Is it then true that for every $s \in G$ there exists a $u_s \in B(l^2(G))$ such that (and $l^\infty(G)\subseteq B(l^2(G))$ $$ s \mathbin{.} f = u_s f u_s^* \,? $$
I somehow have a feeling that this should be true since it is (apparently) stated in $C^∗$-Algebras and Finite-Dimensional Approximations by Brown and Ozawa (page 54).
I assume $$\ell^\infty(G)\subseteq B(\ell^2(G))$$ means the embedding $f\mapsto M_f,$ where $M_f$ stands for the multiplication operator on $\ell^2(G)$.
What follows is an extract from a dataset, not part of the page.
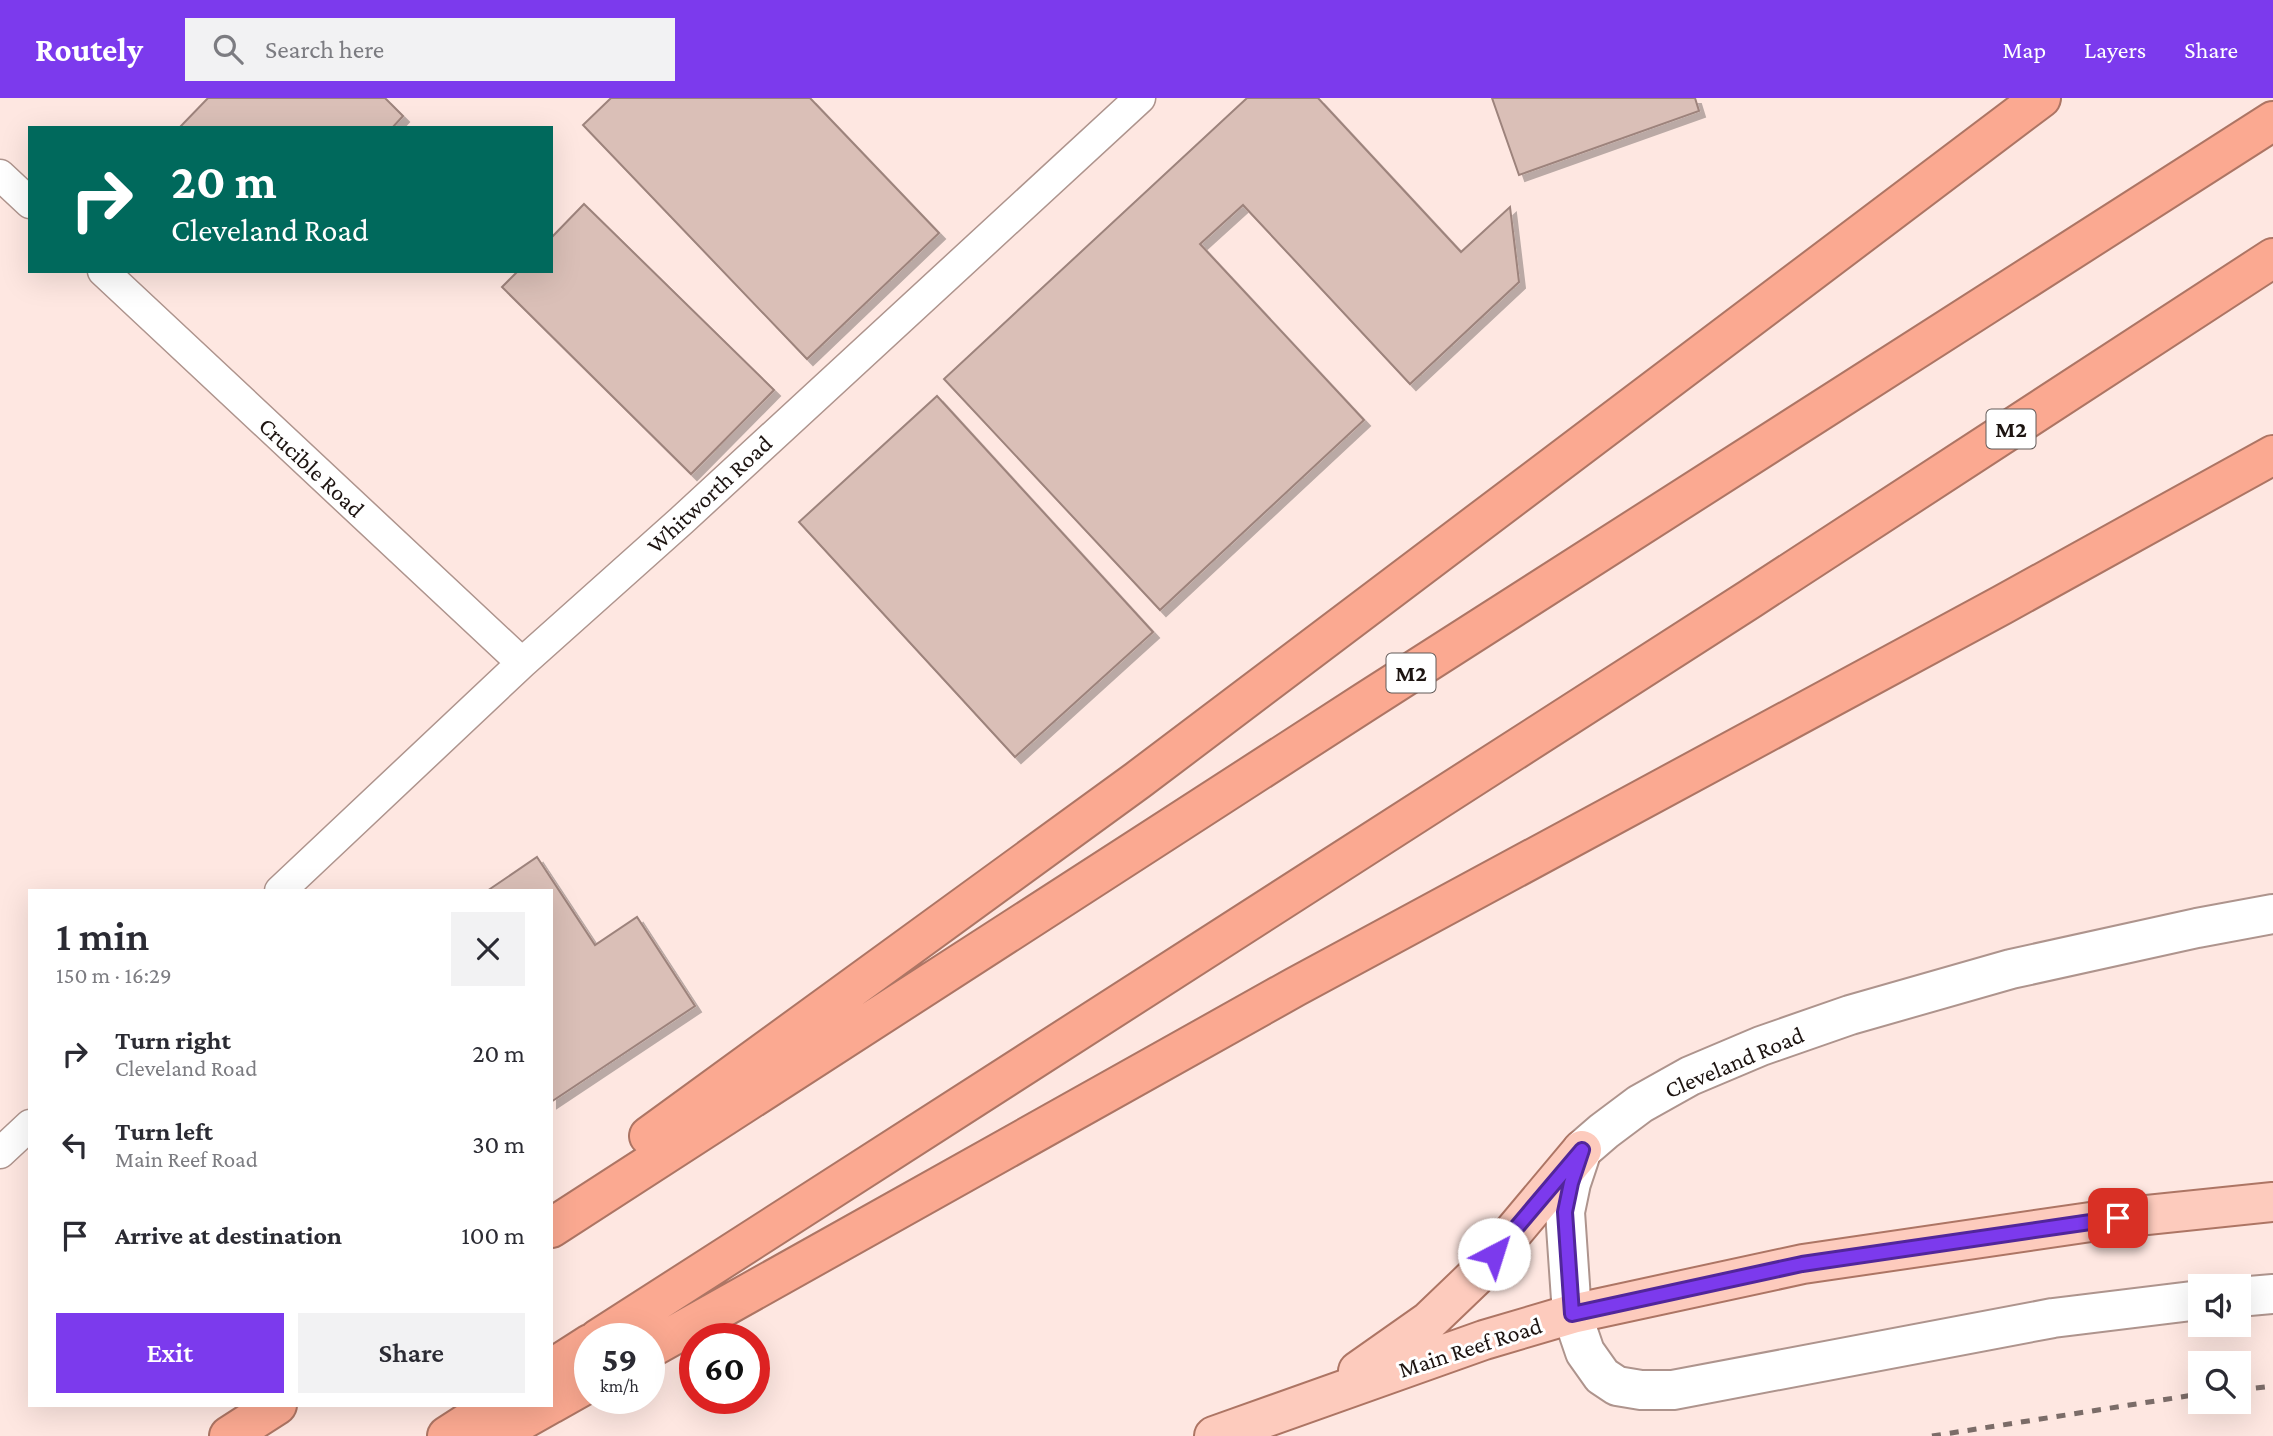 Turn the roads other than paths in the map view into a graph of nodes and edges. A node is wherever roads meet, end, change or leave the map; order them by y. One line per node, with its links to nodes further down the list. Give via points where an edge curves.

For $s\in G$ and $\phi\in \ell^2(G)$, we define the operator $u_s$ by $$u_s \phi = s \mathbin{.} \phi.$$ Clearly, $u_s$ is an unitary operator on $\ell^2(G)$ and $u_s^*=u_{s^{-1}}$. It is routine to check that $u_s$ does the job.
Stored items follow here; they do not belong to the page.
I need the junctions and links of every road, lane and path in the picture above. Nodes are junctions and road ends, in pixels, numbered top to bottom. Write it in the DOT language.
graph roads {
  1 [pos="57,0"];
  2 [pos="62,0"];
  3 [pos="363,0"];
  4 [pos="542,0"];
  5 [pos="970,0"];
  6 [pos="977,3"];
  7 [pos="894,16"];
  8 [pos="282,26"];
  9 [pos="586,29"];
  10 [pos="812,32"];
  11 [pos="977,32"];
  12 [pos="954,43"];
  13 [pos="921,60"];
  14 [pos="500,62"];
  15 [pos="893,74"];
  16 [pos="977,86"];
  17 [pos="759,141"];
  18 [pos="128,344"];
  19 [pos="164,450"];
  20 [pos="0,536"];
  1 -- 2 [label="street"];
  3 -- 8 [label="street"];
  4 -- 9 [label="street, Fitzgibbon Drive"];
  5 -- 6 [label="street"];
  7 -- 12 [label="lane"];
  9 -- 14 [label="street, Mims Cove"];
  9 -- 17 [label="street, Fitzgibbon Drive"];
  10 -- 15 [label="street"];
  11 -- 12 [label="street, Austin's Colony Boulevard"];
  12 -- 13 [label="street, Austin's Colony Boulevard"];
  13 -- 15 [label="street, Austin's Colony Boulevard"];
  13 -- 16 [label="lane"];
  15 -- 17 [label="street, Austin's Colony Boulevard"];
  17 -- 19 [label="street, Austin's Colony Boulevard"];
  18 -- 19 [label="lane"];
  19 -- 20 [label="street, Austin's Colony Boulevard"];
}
By the boundedness, it is enough to check $$u_s M_f u_s^*=M_{s\mathbin{.} f}$$ on some orthonormal basis. Let $\{e_t: t\in G\}$ be the canonic orthonormal basis of $\ell^2(G)$, easily computation shows \begin{align}u_s M_f u_s^* \,e_t&=u_sM_f\,e_{s^{-1}\,t}=u_sf(s^{-1}t)\,e_{s^{-1}\,t}\\ &=f(s^{-1}t)u_s \,e_{s^{-1}\,t}=f(s^{-1}t)\,e_t\\ &=M_{s\mathbin{.} f} \,e_t. \end{align}